Различные подходы к моделированию культурных концептов можно найти в работах В. В. Воробьева, С. Г. Воркачева, Е. М. Верещагина, В. Г. Костомарова, В. И. Карасика, Е. Е. Каштановой, Н. А. Купиной, Н. В. Орловой, Г. Г. Слышкина, В. Н. Телия и других исследователей. В нашем исследовании первостепенная задача выявления механизмов «понятийно-образного воплощения ценности», по терминологии Слышкина [2005, 36], решается в опоре на методологически важные понятия представления и установки. Обоснуем правомерность заявленного подхода.
По мнению Н. Ф. Алиференко, корреляция терминов «представление» и «культурный концепт» возможна на основе сближения их модально-оценочных функций и наличия смысловой сложности: и то и другое выражает самый широкий спектр субъективных отношений и оценок, объективируемый лежащими в их основании образами [Алиференко, 2005, 59]. Между терминами «культурный концепт», «представление» и «понятие» порой невозможно провести демаркационную линию вследствие их «генетической» близости: «…В процессе вербализации когнитивных структур понятия и представления могут трансформироваться в концепты, а концепты - в понятия и представления как в индивидуальном, так и в общественном (групповом) сознании» [Там же]. Это теоретическое положение подтверждается результатами специальных исследований. Так, например, анализируя концепт «чистота» и его отражение в разговорах носителей диалектной культуры, Т. А. Демешкина приходит к выводу о достоверности и эффективности процедур выявления «представлений о реальном или идеальном объекте (сущности), основанных на социальном, культурном и другом опыте нации, а также отдельных ее представителей (группы людей, индивида)» [Демешкина, 2002, 61].
По данным Н. В. Орловой, представления являются одним из способов концептуализации народной морали. Представление, будучи опытным знанием, бытует в индивидуальном или коллективном сознании как перцептивное впечатление и предполагает существование прототипической ситуации [см.: Орлова, 2005, 159-162].
Выделяя существенные признаки представлений, ученые отмечают необходимую при их формировании опору на восприятие, жизненный опыт, а также их «наглядный характер» [Красных 2003, 54]; «фактуальность» и «ретроспективность» [Рябцева, 2002, 96]; связь с конкретным событием и ситуацией, запечатленными памятью. Субъективность представлений обусловливает эмоционально-оценочную насыщенность событий. Такие представления могут возникать, например, когда речь идет «о лицах и ситуациях, с которыми мы идентифицируем себя, о наших родителях, нашей нации, о войне или революции, с которыми связываются наши особо сильные эмоции» [Красных, 2003, 54-56]. Минимизированность, устойчивость образов-представлений [см.: Там же], их суперустойчивость, суперфиксированность [см.: Прохоров, 1996] позволяют говорить о них как о стереотипных представлениях, стереотипах.

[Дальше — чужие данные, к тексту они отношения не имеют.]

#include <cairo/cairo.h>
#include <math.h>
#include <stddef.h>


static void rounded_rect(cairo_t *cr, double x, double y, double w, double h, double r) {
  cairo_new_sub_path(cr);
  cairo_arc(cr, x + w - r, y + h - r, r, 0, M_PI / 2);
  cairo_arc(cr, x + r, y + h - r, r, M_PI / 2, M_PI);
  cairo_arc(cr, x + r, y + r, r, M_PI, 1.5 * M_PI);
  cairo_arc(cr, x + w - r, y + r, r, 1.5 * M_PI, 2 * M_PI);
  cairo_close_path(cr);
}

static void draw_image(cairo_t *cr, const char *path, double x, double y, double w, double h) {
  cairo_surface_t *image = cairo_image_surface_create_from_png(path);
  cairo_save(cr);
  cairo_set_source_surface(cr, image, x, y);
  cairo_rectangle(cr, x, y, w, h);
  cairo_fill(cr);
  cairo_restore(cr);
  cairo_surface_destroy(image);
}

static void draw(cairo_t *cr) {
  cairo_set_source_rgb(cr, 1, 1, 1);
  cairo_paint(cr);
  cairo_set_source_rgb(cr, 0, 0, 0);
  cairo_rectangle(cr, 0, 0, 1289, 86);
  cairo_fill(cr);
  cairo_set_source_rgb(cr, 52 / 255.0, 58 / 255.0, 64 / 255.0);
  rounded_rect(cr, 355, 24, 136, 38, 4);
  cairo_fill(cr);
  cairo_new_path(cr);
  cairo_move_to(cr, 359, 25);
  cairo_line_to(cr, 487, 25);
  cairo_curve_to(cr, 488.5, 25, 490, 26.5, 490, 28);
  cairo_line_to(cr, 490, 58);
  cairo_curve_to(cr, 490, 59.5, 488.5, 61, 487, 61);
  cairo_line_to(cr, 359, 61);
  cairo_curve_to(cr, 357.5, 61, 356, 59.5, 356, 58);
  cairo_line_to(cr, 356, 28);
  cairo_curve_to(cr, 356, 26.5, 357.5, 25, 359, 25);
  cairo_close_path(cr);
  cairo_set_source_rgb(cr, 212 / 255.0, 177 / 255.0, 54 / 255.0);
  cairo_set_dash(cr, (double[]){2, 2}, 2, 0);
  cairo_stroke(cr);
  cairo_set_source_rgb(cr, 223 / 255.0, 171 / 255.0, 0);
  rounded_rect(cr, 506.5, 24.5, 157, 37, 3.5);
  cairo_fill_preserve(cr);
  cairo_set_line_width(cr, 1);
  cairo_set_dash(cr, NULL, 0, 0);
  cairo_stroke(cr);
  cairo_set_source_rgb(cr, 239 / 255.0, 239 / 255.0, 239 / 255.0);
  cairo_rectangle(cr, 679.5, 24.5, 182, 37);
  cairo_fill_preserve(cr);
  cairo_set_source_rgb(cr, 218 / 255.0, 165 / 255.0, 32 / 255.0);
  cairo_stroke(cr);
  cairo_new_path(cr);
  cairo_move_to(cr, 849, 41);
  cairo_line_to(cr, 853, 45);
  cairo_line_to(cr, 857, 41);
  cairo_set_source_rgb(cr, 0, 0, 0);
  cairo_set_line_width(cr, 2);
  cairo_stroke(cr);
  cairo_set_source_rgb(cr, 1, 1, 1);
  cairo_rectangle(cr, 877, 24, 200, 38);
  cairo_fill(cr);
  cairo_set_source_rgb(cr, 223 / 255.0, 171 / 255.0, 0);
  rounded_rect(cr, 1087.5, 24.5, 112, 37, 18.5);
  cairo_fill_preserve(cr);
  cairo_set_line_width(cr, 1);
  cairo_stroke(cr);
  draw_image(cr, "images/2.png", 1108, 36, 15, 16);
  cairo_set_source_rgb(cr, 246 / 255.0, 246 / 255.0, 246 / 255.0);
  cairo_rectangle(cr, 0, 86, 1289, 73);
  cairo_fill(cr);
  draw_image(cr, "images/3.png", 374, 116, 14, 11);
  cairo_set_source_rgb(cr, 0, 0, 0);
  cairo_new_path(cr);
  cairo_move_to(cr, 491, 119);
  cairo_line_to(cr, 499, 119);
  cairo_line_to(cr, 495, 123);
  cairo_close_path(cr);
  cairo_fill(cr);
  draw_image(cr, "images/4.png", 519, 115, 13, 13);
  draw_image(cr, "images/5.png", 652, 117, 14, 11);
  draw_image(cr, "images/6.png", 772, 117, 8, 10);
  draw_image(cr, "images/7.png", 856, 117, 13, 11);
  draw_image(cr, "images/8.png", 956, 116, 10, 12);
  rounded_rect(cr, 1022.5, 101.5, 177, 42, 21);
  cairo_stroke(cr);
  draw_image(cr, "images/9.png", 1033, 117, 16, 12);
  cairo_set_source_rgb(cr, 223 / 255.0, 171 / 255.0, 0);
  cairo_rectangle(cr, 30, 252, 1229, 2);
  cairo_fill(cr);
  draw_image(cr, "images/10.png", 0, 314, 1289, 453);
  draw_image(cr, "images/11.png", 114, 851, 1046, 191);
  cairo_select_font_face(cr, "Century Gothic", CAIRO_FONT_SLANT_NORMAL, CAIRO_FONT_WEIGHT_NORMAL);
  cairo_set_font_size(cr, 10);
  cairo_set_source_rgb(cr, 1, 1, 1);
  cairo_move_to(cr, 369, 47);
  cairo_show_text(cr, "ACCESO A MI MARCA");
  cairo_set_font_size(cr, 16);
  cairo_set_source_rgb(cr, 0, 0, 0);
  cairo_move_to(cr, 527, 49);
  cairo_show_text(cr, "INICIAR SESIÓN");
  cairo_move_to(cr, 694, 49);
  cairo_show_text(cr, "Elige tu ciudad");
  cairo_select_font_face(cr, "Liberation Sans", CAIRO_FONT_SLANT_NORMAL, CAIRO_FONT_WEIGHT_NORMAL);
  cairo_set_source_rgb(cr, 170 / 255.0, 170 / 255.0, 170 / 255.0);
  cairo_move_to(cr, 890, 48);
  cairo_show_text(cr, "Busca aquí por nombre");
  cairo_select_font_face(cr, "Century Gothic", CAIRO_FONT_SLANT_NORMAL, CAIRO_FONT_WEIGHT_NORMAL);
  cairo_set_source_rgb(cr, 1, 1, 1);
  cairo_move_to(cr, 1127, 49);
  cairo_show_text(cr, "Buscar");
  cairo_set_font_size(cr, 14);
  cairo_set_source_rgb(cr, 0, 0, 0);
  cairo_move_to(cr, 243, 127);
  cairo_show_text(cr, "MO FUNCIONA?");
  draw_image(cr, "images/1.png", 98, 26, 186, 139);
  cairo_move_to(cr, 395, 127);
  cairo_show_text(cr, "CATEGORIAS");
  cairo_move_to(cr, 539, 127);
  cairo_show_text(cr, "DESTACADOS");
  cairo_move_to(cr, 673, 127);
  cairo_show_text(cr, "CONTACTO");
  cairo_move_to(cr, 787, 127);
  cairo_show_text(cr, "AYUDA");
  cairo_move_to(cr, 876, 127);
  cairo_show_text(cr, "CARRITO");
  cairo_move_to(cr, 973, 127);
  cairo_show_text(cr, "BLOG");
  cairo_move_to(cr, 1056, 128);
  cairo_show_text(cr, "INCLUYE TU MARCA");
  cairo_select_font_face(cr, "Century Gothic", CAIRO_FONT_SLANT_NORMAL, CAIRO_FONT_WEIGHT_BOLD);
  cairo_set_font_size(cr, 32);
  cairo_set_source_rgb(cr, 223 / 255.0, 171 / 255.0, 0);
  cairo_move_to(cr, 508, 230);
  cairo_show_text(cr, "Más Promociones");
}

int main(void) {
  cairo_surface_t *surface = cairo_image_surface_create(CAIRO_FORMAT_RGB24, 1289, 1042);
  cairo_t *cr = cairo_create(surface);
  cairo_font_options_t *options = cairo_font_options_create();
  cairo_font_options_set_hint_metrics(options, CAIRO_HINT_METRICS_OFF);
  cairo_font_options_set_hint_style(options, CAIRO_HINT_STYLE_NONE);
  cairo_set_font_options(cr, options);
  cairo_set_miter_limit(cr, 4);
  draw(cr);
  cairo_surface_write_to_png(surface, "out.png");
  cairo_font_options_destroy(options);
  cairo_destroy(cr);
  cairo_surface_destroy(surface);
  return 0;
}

Представляет интерес вопрос об индивидуальном/коллективном характере представлений. Известно, что представление как форму отражения действительности обычно отграничивают от понятия. В бытовом (наивном) понятии как «мыслительном корреляте лексического значения слова» [Кузнецова, 1989, 21-23] объективно отражены общие, существенные для носителя языка признаки предмета. Представление в известной степени также может выполнять функцию обобщения, несмотря на то, что в сознании типичного представителя языкового коллектива присутствуют конкретные, чувственно осознаваемые признаки предмета или явления. Однако даже в индивидуальном представлении есть часть, общая для всех говорящих. Представления могут выполнять функцию обобщения, основываться на коллективном национальном опыте [см.: Михайлова, 1998, 55-57]. Именно в такой интерпретации их можно рассматривать как разновидность знания. Будем учитывать также положение о том, что в обыденном сознании возможна трансформация понятия в типовое представление, которое может рассматриваться как понятие, получившее статус субъективного ментального состояния [см.: Телия, 1996, 96]. Носители уральского городского просторечия в своем общении оперируют теми культурными смыслами, которые формируют и наполняют их представления о предметах, признаках, действиях и, шире, фактах, событиях.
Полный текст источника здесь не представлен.